* _BRIEF_: Please return all of the records verbatim, with the pictures omitted.

* _EXCERPTED DATA_:

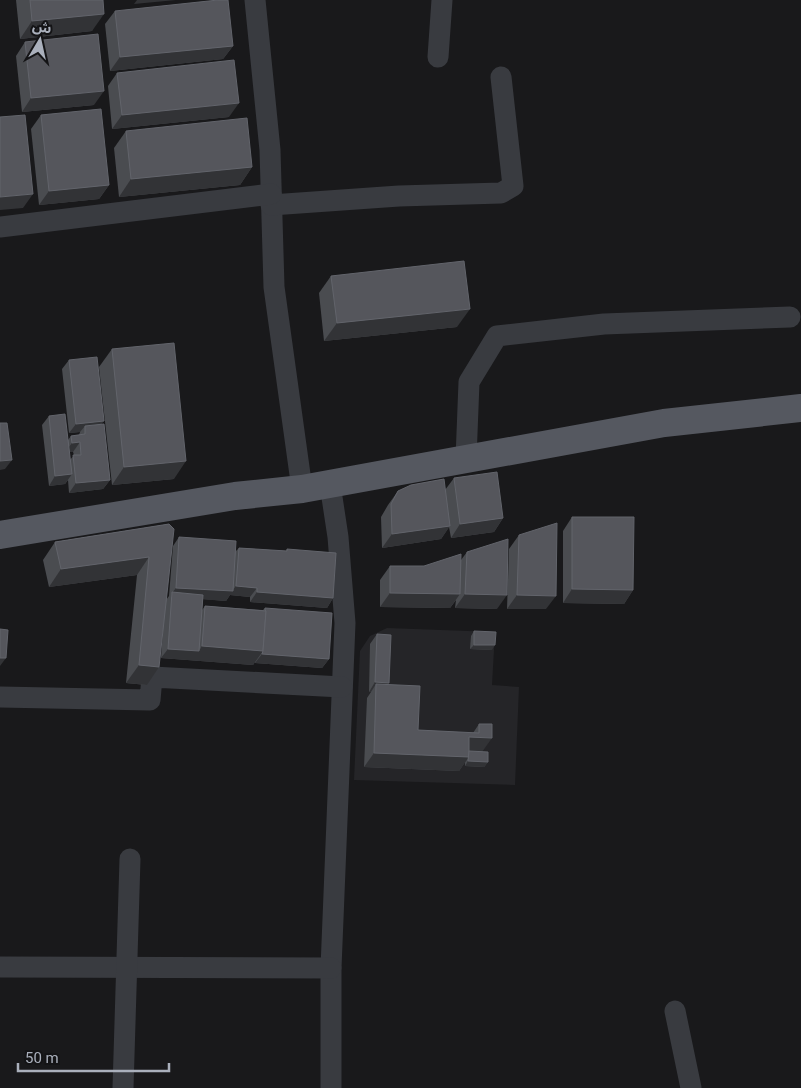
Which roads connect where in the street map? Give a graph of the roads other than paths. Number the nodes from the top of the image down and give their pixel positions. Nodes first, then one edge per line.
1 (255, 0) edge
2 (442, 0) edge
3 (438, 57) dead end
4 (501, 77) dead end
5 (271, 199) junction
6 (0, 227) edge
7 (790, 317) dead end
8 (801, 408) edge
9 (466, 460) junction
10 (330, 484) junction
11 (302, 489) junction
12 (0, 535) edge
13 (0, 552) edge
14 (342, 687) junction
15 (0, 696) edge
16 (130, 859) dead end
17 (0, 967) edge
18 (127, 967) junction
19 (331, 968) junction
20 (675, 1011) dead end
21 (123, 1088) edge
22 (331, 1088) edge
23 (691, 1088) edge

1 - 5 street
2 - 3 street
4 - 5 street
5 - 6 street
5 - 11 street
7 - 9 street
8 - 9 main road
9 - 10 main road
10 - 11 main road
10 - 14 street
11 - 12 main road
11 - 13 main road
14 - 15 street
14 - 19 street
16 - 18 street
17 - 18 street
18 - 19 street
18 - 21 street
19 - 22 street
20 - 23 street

* _SOLVED EXERCISE_:
Which roads connect where in the street map? Give a graph of the roads other than paths. Number the nodes from the top of the image down and give their pixel positions. Nodes first, then one edge per line.
1 (255, 0) edge
2 (442, 0) edge
3 (438, 57) dead end
4 (501, 77) dead end
5 (271, 199) junction
6 (0, 227) edge
7 (790, 317) dead end
8 (801, 408) edge
9 (466, 460) junction
10 (330, 484) junction
11 (302, 489) junction
12 (0, 535) edge
13 (0, 552) edge
14 (342, 687) junction
15 (0, 696) edge
16 (130, 859) dead end
17 (0, 967) edge
18 (127, 967) junction
19 (331, 968) junction
20 (675, 1011) dead end
21 (123, 1088) edge
22 (331, 1088) edge
23 (691, 1088) edge

1 - 5 street
2 - 3 street
4 - 5 street
5 - 6 street
5 - 11 street
7 - 9 street
8 - 9 main road
9 - 10 main road
10 - 11 main road
10 - 14 street
11 - 12 main road
11 - 13 main road
14 - 15 street
14 - 19 street
16 - 18 street
17 - 18 street
18 - 19 street
18 - 21 street
19 - 22 street
20 - 23 street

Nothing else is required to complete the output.